Keep only the lines that hold the string "this", filtering out the rest of the entries below.

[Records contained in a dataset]
------------------------------------------------

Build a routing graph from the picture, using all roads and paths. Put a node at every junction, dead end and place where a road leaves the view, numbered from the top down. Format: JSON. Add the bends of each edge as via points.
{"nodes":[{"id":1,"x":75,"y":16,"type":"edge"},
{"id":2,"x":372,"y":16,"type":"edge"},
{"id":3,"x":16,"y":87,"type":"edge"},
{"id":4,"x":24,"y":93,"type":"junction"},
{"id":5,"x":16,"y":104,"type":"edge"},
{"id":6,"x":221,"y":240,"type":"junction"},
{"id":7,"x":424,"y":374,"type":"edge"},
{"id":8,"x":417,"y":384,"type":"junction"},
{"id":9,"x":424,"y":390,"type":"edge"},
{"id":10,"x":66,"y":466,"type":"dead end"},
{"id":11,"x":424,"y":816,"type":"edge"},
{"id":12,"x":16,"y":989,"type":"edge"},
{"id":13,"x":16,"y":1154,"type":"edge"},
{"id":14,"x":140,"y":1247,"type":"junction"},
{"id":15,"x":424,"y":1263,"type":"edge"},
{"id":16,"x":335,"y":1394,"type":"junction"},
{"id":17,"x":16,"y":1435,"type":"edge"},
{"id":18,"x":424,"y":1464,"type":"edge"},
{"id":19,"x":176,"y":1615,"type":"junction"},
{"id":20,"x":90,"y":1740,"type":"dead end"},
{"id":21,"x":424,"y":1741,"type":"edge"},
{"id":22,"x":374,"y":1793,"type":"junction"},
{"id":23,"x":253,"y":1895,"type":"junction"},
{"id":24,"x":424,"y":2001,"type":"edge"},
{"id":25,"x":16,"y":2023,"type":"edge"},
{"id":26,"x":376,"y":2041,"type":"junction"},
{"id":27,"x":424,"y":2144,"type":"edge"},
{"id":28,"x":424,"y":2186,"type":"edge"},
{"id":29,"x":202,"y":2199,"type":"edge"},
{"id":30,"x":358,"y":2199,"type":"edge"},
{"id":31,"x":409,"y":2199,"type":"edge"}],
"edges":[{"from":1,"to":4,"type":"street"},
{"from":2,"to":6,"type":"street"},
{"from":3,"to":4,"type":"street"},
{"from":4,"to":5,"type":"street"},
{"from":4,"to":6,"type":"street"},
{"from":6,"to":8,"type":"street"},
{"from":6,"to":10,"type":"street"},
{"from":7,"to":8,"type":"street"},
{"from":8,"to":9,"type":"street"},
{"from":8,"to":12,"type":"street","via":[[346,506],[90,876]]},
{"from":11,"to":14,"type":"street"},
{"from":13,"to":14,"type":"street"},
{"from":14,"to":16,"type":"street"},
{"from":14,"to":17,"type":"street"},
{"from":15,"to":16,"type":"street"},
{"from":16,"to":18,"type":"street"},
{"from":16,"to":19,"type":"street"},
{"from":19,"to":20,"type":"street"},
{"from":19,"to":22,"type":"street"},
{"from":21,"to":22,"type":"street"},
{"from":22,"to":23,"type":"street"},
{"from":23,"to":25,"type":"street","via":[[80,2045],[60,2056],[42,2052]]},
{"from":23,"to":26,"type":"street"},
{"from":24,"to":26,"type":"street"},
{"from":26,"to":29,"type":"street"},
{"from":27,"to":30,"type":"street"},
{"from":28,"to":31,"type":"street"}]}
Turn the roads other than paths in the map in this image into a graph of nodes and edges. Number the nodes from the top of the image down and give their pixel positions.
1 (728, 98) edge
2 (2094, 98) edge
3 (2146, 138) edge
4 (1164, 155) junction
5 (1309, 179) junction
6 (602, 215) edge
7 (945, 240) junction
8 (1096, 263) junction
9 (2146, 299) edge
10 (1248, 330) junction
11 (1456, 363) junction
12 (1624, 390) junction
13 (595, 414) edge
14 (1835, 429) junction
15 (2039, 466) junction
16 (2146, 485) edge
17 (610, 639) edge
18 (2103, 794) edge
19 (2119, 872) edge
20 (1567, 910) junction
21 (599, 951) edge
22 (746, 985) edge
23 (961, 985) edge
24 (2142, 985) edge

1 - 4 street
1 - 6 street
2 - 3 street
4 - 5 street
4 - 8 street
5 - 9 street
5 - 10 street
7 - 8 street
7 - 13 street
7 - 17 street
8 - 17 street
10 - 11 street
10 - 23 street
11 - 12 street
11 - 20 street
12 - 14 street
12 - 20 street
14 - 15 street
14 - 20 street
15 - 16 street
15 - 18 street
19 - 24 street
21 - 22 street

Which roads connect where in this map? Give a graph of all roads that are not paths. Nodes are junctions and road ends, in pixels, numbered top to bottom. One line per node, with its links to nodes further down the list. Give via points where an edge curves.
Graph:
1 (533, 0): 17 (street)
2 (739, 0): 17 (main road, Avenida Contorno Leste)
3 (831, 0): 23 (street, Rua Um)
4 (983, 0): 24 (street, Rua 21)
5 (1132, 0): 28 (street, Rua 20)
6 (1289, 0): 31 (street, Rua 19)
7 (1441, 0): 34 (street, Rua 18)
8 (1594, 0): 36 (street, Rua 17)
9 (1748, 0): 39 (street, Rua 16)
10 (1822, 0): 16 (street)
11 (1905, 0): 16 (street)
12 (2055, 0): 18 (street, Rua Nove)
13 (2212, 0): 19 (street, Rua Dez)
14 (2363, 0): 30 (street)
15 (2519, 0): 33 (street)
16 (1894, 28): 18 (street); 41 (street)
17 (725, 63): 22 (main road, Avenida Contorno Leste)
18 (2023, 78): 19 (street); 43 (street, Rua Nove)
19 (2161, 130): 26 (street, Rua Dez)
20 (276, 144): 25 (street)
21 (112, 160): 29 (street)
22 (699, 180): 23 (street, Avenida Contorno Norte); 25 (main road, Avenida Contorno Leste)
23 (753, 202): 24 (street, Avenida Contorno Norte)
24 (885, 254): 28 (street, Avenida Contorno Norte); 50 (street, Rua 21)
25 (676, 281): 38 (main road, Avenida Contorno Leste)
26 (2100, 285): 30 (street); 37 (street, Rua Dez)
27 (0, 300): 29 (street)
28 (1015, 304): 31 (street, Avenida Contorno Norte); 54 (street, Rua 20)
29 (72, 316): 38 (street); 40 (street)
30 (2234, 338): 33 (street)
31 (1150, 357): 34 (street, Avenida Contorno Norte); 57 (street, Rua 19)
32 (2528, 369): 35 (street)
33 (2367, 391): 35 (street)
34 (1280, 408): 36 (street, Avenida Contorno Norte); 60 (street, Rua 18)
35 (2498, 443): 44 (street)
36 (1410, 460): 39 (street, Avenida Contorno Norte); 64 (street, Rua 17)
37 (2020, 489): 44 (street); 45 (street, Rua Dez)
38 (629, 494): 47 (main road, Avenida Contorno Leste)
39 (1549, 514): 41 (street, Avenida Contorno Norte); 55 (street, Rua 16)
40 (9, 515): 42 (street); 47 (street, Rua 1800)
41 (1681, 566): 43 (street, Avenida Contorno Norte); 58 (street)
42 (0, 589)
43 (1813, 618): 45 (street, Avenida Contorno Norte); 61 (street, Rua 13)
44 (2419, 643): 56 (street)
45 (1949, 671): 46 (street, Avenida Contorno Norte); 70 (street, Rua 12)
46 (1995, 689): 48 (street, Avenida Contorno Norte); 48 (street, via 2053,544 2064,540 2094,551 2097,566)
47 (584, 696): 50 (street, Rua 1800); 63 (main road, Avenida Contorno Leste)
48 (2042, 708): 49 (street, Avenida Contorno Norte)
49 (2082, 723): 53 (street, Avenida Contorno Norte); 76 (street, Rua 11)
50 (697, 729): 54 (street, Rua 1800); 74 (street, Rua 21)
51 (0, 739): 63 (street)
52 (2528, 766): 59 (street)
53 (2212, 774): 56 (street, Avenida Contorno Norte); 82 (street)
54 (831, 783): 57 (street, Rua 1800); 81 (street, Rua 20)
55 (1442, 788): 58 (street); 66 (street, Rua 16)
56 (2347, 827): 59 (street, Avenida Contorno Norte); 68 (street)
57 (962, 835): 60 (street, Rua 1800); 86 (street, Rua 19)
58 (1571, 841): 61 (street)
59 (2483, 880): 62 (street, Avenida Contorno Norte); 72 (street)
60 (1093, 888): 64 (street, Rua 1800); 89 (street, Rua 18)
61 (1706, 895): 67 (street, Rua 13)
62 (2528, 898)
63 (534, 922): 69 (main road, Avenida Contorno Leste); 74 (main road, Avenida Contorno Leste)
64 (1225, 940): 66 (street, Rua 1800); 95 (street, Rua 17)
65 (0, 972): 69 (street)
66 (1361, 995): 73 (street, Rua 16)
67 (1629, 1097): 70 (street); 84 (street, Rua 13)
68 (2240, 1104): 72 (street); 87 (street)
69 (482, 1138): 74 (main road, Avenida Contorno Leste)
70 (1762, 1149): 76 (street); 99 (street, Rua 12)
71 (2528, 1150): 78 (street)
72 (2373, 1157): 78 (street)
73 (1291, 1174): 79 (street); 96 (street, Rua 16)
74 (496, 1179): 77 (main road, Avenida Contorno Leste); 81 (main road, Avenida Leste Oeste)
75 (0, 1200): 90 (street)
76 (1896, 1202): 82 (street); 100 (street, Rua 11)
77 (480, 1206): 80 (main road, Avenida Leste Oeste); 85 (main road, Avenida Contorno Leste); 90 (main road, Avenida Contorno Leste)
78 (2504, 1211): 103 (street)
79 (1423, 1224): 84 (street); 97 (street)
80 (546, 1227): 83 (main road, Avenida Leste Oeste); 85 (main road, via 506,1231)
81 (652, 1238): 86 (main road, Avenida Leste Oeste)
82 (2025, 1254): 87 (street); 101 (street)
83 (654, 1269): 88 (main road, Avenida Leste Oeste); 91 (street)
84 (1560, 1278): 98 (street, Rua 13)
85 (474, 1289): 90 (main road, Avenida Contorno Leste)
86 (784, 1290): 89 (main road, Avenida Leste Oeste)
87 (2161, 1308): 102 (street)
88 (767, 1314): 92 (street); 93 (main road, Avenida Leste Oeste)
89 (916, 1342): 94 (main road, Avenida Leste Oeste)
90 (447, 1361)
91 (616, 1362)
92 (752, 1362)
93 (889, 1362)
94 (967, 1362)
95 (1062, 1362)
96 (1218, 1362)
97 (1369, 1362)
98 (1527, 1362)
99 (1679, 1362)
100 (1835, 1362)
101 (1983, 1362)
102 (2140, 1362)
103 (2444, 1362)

------------------------------------------------

ANSWER SECTION:
Turn the roads other than paths in the map in this image into a graph of nodes and edges. Number the nodes from the top of the image down and give their pixel positions.
Which roads connect where in this map? Give a graph of all roads that are not paths. Nodes are junctions and road ends, in pixels, numbered top to bottom. One line per node, with its links to nodes further down the list. Give via points where an edge curves.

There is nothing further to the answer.